The floating offshore wind industry – with only around 100MW currently installed worldwide – is still minuscule compared to the installed capacity the conventional, fixed bottom offshore wind industry (29GW at 2019 end). However, floating wind is showing promise and is expected to take off big time by the end of the decade.
While the current installed capacity is small and focused on pilot projects, the potential is there for the floating wind farms to reach and, theoretically, even surpass the installed capacity of the traditional offshore wind turbines, and not by a little, given that there are no water depth limitations for installation.
The Oslo-listed FPSO provider said this week it was in advanced talks over a potential investment in France-based floating offshore wind solutions provider Ideol.

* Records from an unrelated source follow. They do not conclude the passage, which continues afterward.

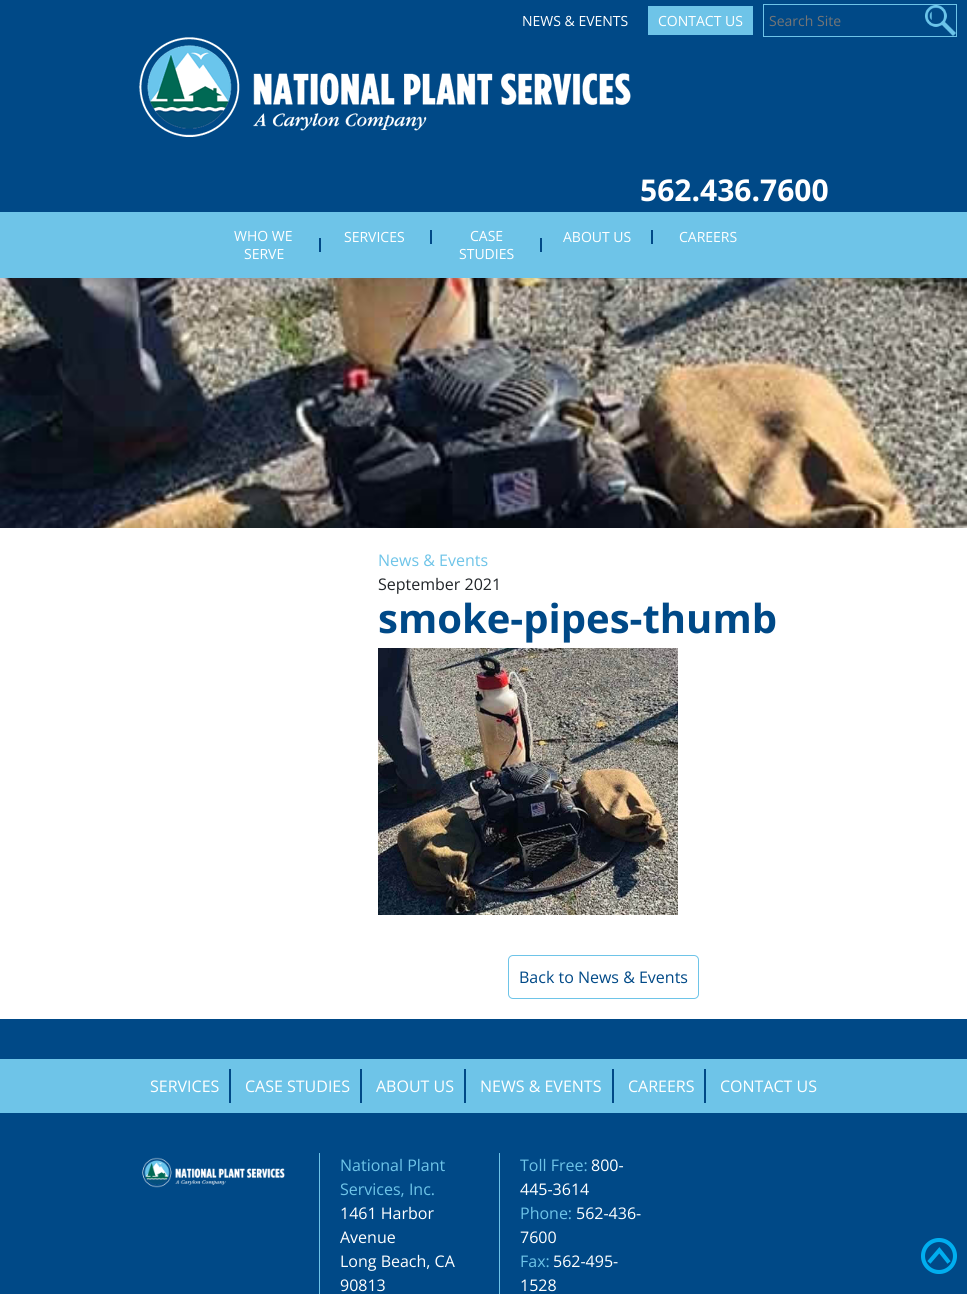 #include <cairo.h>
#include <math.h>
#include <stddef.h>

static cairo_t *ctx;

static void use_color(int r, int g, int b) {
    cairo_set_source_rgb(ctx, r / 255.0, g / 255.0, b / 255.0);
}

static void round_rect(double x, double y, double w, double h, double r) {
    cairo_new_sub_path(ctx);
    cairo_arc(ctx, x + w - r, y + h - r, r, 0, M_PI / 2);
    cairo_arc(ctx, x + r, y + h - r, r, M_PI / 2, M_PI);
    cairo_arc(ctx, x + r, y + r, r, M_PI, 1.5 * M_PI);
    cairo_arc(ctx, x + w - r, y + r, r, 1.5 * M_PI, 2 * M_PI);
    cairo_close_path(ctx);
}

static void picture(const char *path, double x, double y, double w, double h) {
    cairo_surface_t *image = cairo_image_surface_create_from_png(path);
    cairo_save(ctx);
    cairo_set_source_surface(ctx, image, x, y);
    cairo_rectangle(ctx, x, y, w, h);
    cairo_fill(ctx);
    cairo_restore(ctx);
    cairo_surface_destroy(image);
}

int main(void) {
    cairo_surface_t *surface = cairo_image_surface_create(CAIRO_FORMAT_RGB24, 967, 1294);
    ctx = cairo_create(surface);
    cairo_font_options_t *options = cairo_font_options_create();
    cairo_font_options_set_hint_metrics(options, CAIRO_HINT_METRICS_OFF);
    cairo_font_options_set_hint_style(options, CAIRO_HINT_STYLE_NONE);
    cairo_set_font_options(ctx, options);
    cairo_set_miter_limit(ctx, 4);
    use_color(255, 255, 255);
    cairo_paint(ctx);
    use_color(0, 73, 135);
    cairo_rectangle(ctx, 0, 0, 967, 212);
    cairo_fill(ctx);
    cairo_select_font_face(ctx, "Open Sans", CAIRO_FONT_SLANT_NORMAL, CAIRO_FONT_WEIGHT_NORMAL);
    cairo_set_font_size(ctx, 14);
    use_color(255, 255, 255);
    cairo_move_to(ctx, 522, 26);
    cairo_show_text(ctx, "NEWS & EVENTS");
    use_color(110, 196, 232);
    cairo_rectangle(ctx, 648, 6, 105, 29);
    cairo_fill(ctx);
    use_color(255, 255, 255);
    cairo_move_to(ctx, 658, 26);
    cairo_show_text(ctx, "CONTACT US");
    picture("img1.png", 925, 5, 31, 31);
    cairo_rectangle(ctx, 763.5, 4.5, 193, 32);
    use_color(110, 196, 232);
    cairo_set_line_width(ctx, 1);
    cairo_stroke(ctx);
    use_color(117, 117, 117);
    cairo_move_to(ctx, 769, 26);
    cairo_show_text(ctx, "Search Site");
    picture("img2.png", 139, 37, 492, 100);
    cairo_select_font_face(ctx, "Open Sans", CAIRO_FONT_SLANT_NORMAL, CAIRO_FONT_WEIGHT_BOLD);
    cairo_set_font_size(ctx, 30);
    use_color(255, 255, 255);
    cairo_move_to(ctx, 640, 201);
    cairo_show_text(ctx, "562.436.7600");
    use_color(110, 196, 232);
    cairo_rectangle(ctx, 0, 212, 967, 66);
    cairo_fill(ctx);
    use_color(0, 73, 135);
    cairo_rectangle(ctx, 319, 238, 2, 14);
    cairo_fill(ctx);
    cairo_select_font_face(ctx, "Open Sans", CAIRO_FONT_SLANT_NORMAL, CAIRO_FONT_WEIGHT_NORMAL);
    cairo_set_font_size(ctx, 14);
    use_color(255, 255, 255);
    cairo_move_to(ctx, 234, 241);
    cairo_show_text(ctx, "WHO WE");
    cairo_move_to(ctx, 244, 259);
    cairo_show_text(ctx, "SERVE");
    use_color(0, 73, 135);
    cairo_rectangle(ctx, 430, 230, 2, 14);
    cairo_fill(ctx);
    use_color(255, 255, 255);
    cairo_move_to(ctx, 344, 242);
    cairo_show_text(ctx, "SERVICES");
    use_color(0, 73, 135);
    cairo_rectangle(ctx, 540, 238, 2, 14);
    cairo_fill(ctx);
    use_color(255, 255, 255);
    cairo_move_to(ctx, 470, 241);
    cairo_show_text(ctx, "CASE");
    cairo_move_to(ctx, 459, 259);
    cairo_show_text(ctx, "STUDIES");
    use_color(0, 73, 135);
    cairo_rectangle(ctx, 651, 230, 2, 14);
    cairo_fill(ctx);
    use_color(255, 255, 255);
    cairo_move_to(ctx, 563, 242);
    cairo_show_text(ctx, "ABOUT US");
    cairo_move_to(ctx, 679, 242);
    cairo_show_text(ctx, "CAREERS");
    picture("img3.png", 0, 278, 967, 250);
    cairo_set_font_size(ctx, 16);
    use_color(110, 196, 232);
    cairo_move_to(ctx, 378, 566);
    cairo_show_text(ctx, "News & Events");
    use_color(33, 37, 41);
    cairo_move_to(ctx, 378, 590);
    cairo_show_text(ctx, "September 2021");
    cairo_select_font_face(ctx, "Open Sans", CAIRO_FONT_SLANT_NORMAL, CAIRO_FONT_WEIGHT_BOLD);
    cairo_set_font_size(ctx, 40);
    use_color(0, 73, 135);
    cairo_move_to(ctx, 378, 633);
    cairo_show_text(ctx, "smoke-pipes-thumb");
    picture("img4.png", 378, 648, 300, 267);
    round_rect(508.5, 955.5, 190, 43, 4.5);
    use_color(110, 196, 232);
    cairo_stroke(ctx);
    cairo_select_font_face(ctx, "Open Sans", CAIRO_FONT_SLANT_NORMAL, CAIRO_FONT_WEIGHT_NORMAL);
    cairo_set_font_size(ctx, 16);
    use_color(0, 73, 135);
    cairo_move_to(ctx, 519, 983);
    cairo_show_text(ctx, "Back to News & Events");
    cairo_rectangle(ctx, 0, 1019, 967, 275);
    cairo_fill(ctx);
    use_color(110, 196, 232);
    cairo_rectangle(ctx, 0, 1059, 967, 54);
    cairo_fill(ctx);
    use_color(0, 73, 135);
    cairo_rectangle(ctx, 229, 1069, 2, 34);
    cairo_fill(ctx);
    use_color(255, 255, 255);
    cairo_move_to(ctx, 150, 1092);
    cairo_show_text(ctx, "SERVICES");
    use_color(0, 73, 135);
    cairo_rectangle(ctx, 360, 1069, 2, 34);
    cairo_fill(ctx);
    use_color(255, 255, 255);
    cairo_move_to(ctx, 245, 1092);
    cairo_show_text(ctx, "CASE STUDIES");
    use_color(0, 73, 135);
    cairo_rectangle(ctx, 464, 1069, 2, 34);
    cairo_fill(ctx);
    use_color(255, 255, 255);
    cairo_move_to(ctx, 376, 1092);
    cairo_show_text(ctx, "ABOUT US");
    use_color(0, 73, 135);
    cairo_rectangle(ctx, 612, 1069, 2, 34);
    cairo_fill(ctx);
    use_color(255, 255, 255);
    cairo_move_to(ctx, 480, 1092);
    cairo_show_text(ctx, "NEWS & EVENTS");
    use_color(0, 73, 135);
    cairo_rectangle(ctx, 704, 1069, 2, 34);
    cairo_fill(ctx);
    use_color(255, 255, 255);
    cairo_move_to(ctx, 628, 1092);
    cairo_show_text(ctx, "CAREERS");
    cairo_move_to(ctx, 720, 1092);
    cairo_show_text(ctx, "CONTACT US");
    picture("img5.png", 142, 1157, 143, 31);
    use_color(110, 196, 232);
    cairo_rectangle(ctx, 319, 1153, 1, 141);
    cairo_fill(ctx);
    cairo_move_to(ctx, 340, 1171);
    cairo_show_text(ctx, "National Plant");
    cairo_move_to(ctx, 340, 1195);
    cairo_show_text(ctx, "Services, Inc.");
    use_color(255, 255, 255);
    cairo_move_to(ctx, 340, 1219);
    cairo_show_text(ctx, "1461 Harbor");
    cairo_move_to(ctx, 340, 1243);
    cairo_show_text(ctx, "Avenue");
    cairo_move_to(ctx, 340, 1267);
    cairo_show_text(ctx, "Long Beach, CA");
    cairo_move_to(ctx, 340, 1291);
    cairo_show_text(ctx, "90813");
    use_color(110, 196, 232);
    cairo_rectangle(ctx, 499, 1153, 1, 141);
    cairo_fill(ctx);
    cairo_move_to(ctx, 520, 1171);
    cairo_show_text(ctx, "Toll Free:");
    use_color(255, 255, 255);
    cairo_move_to(ctx, 591, 1171);
    cairo_show_text(ctx, "800-");
    cairo_move_to(ctx, 520, 1195);
    cairo_show_text(ctx, "445-3614");
    use_color(110, 196, 232);
    cairo_move_to(ctx, 520, 1219);
    cairo_show_text(ctx, "Phone:");
    use_color(255, 255, 255);
    cairo_move_to(ctx, 576, 1219);
    cairo_show_text(ctx, "562-436-");
    cairo_move_to(ctx, 520, 1243);
    cairo_show_text(ctx, "7600");
    use_color(110, 196, 232);
    cairo_move_to(ctx, 520, 1267);
    cairo_show_text(ctx, "Fax:");
    use_color(255, 255, 255);
    cairo_move_to(ctx, 553, 1267);
    cairo_show_text(ctx, "562-495-");
    cairo_move_to(ctx, 520, 1291);
    cairo_show_text(ctx, "1528");
    picture("img6.png", 921, 1238, 36, 36);
    cairo_surface_write_to_png(surface, "result.png");
    cairo_font_options_destroy(options);
    cairo_destroy(ctx);
    cairo_surface_destroy(surface);
    return 0;
}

Ideol has so far installed two full-scale demonstration wind turbines based on its patented floater design and is currently building up a pipeline of projects as a co-developer in Japan, Europe, and the US.
“BW Offshore plans to provide more information about its long-term strategy and ambitions for investing in floating offshore wind at the Q4 2020 trading update presentation scheduled for February 19, 2021. BW Offshore will update on the discussions and potential transaction regarding Ideol as and when appropriate,” the company said.
According to World Energy Reports, the floating wind installed capacity will reach between 8 to 10 GW by the end of this decade, and next decade WER expects to see more than 60GW of floating wind farms commissioned.
In a separate statement this week, BW Offshore said it had decided to record an impairment to the book value of the FPSOs Berge Helene, BW Cidade de São Vicente and Espoir Ivoirien amounting to USD 59.6 million in the fourth quarter of 2020.
“The impairments reflect continued uncertainty around redeployment and extension for certain older units in the fleet. The uncertainty is tied to the current market volatility and future development of oil prices, and also considering increased focus on energy transition,” the company said.